Dataset entries »
· · ·
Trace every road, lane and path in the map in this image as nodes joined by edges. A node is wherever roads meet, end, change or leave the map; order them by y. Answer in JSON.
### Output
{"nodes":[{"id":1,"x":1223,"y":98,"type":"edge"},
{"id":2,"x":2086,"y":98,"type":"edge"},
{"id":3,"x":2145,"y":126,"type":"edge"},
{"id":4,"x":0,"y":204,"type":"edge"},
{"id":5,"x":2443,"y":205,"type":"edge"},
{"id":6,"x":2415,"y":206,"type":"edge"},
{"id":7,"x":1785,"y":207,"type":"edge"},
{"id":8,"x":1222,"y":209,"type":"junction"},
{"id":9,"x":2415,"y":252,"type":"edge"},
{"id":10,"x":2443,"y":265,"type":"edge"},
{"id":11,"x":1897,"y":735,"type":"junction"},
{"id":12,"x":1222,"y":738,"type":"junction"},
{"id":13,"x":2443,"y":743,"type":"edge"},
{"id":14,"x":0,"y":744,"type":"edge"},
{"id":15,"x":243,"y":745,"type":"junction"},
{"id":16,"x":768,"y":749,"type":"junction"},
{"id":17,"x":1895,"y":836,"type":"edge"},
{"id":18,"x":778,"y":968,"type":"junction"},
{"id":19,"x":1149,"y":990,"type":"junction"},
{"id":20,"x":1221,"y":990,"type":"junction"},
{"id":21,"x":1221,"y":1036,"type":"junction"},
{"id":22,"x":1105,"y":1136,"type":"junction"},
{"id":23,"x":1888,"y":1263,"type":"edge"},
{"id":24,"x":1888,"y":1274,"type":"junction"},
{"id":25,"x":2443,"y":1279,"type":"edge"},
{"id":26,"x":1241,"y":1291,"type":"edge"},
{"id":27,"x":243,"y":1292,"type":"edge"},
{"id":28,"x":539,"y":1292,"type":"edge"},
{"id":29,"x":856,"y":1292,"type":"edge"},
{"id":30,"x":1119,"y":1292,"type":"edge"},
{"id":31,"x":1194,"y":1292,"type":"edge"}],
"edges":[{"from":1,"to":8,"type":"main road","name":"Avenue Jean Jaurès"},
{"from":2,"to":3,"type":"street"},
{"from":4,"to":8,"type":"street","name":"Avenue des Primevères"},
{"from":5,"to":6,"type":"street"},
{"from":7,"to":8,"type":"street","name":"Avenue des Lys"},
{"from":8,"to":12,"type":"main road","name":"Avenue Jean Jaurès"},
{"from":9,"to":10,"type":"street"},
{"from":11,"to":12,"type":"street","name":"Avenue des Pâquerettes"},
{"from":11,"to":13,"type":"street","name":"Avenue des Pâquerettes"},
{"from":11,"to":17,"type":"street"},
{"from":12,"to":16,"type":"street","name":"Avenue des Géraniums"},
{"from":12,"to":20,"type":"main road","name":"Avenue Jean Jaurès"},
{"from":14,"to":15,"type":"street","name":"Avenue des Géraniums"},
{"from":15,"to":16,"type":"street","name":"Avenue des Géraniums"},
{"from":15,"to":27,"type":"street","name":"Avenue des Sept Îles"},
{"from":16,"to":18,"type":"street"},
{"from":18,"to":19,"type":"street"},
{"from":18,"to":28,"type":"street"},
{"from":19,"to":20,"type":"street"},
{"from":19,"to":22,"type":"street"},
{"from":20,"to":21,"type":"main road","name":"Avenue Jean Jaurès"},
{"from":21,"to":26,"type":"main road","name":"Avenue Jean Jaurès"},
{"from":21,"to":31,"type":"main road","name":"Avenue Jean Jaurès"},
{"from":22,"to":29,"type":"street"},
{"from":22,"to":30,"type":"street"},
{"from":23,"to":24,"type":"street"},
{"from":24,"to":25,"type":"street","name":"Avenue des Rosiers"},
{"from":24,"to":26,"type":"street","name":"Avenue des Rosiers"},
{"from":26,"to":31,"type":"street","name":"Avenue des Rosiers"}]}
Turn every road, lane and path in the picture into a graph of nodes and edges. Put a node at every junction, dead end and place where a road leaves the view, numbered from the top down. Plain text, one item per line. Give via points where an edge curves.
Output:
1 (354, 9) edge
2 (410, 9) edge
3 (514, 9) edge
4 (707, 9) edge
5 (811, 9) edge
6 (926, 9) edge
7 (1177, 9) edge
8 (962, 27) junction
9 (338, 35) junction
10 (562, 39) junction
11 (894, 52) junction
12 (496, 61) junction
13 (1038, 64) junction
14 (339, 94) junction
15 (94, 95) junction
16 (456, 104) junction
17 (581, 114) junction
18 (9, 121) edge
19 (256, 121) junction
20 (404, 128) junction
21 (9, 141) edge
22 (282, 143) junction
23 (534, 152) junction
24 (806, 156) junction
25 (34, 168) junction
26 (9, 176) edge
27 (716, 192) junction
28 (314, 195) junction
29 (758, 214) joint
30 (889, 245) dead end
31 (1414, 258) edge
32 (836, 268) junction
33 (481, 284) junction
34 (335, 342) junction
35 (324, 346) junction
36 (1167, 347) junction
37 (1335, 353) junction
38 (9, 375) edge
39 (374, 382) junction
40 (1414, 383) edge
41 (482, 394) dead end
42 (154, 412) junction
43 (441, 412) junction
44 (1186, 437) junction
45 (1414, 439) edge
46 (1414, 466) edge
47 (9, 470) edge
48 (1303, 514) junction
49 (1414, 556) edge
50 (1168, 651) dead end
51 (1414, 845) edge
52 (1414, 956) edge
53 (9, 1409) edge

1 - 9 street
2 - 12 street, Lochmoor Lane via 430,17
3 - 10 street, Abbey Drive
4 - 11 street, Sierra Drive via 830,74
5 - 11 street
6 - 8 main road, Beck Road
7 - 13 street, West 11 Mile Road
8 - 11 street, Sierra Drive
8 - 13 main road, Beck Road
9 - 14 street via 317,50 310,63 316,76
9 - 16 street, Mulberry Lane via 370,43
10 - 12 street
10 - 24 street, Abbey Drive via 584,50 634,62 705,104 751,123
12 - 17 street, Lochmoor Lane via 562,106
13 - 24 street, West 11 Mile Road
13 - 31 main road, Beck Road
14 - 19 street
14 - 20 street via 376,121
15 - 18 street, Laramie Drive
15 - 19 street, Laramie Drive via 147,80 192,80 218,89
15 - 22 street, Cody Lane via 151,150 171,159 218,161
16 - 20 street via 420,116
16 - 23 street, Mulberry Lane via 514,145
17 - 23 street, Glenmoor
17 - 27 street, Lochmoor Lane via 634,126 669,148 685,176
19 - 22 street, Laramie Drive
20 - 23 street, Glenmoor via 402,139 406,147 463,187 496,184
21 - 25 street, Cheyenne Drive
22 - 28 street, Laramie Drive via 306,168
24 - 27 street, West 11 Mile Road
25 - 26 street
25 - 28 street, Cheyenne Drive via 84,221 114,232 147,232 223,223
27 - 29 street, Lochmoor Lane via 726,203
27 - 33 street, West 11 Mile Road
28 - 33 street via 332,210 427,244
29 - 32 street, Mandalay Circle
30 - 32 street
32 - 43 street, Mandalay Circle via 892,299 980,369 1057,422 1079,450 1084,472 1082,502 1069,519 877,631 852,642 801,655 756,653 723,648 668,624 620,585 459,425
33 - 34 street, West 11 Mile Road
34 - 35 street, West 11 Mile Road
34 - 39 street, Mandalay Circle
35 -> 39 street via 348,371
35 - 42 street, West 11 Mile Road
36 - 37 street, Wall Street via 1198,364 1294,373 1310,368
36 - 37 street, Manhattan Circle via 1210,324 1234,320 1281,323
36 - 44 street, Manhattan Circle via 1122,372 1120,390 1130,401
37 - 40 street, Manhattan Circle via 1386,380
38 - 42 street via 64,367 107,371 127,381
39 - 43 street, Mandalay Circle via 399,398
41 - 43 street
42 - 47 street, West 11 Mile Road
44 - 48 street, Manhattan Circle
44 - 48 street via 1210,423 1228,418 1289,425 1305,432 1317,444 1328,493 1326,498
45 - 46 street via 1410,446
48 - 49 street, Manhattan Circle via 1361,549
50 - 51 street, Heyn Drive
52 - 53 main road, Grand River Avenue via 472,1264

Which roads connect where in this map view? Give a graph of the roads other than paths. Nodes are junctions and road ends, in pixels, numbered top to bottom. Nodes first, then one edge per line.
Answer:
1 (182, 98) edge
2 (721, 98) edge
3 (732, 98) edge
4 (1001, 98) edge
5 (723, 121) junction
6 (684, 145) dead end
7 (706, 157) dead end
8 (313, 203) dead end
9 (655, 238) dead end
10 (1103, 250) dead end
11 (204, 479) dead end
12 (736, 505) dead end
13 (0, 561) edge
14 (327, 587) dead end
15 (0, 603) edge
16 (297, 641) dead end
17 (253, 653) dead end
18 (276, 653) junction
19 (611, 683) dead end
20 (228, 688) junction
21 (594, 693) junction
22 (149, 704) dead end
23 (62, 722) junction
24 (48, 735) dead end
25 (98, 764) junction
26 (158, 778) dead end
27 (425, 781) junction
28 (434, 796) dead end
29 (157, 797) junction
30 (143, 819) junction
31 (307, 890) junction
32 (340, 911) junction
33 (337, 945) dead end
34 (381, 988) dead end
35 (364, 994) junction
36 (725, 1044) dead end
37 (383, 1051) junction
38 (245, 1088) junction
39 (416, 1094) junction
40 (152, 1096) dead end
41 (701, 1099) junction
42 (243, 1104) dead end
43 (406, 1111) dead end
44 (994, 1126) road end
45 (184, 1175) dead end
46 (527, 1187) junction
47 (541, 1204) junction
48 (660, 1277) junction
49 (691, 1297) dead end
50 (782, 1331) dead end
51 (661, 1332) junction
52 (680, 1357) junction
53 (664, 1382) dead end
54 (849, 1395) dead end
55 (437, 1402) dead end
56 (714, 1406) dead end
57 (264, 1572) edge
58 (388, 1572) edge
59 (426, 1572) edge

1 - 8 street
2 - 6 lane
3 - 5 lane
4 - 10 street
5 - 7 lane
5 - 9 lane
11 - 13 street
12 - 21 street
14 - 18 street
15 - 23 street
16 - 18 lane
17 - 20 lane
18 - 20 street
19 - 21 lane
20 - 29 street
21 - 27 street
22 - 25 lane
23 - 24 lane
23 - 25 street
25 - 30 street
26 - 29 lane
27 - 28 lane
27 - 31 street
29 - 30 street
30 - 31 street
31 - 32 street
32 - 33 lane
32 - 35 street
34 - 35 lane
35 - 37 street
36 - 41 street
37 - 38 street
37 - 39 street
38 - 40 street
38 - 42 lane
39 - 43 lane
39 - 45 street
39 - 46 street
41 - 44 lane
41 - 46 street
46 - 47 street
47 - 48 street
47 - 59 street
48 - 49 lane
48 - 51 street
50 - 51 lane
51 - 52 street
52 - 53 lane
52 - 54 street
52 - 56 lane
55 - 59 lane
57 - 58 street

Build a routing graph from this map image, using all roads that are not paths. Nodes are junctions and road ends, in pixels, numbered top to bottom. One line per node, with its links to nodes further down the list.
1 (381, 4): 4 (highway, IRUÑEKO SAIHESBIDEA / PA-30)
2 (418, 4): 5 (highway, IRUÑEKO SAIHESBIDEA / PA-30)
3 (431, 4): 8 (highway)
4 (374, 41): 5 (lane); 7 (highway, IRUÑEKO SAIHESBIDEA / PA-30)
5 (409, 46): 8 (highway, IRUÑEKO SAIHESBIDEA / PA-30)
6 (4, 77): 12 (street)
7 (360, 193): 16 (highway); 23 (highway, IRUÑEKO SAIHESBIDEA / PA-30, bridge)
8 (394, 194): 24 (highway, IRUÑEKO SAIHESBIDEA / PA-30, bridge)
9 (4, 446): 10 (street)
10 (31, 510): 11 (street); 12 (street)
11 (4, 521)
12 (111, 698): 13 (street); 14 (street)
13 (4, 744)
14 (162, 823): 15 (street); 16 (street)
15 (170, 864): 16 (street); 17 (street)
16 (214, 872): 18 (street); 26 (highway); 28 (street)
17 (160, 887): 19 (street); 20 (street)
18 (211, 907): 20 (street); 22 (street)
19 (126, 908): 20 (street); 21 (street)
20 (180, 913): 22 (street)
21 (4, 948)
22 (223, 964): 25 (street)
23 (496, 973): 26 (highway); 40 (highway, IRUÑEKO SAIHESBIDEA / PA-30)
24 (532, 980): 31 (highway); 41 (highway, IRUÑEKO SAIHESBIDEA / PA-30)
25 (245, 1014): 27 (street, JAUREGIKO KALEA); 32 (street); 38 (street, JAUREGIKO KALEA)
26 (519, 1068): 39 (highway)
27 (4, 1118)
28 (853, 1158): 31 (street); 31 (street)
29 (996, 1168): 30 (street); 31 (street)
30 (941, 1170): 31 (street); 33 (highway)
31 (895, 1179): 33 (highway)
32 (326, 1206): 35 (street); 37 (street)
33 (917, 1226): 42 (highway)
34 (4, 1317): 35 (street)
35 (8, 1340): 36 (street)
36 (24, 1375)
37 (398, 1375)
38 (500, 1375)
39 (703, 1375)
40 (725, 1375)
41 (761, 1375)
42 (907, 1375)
· · ·
TASK ITEM »
If a line of the records above holds the word "Drive", show it.

SOLUTION »
3 - 10 street, Abbey Drive
4 - 11 street, Sierra Drive via 830,74
8 - 11 street, Sierra Drive
10 - 24 street, Abbey Drive via 584,50 634,62 705,104 751,123
15 - 18 street, Laramie Drive
15 - 19 street, Laramie Drive via 147,80 192,80 218,89
19 - 22 street, Laramie Drive
21 - 25 street, Cheyenne Drive
22 - 28 street, Laramie Drive via 306,168
25 - 28 street, Cheyenne Drive via 84,221 114,232 147,232 223,223
50 - 51 street, Heyn Drive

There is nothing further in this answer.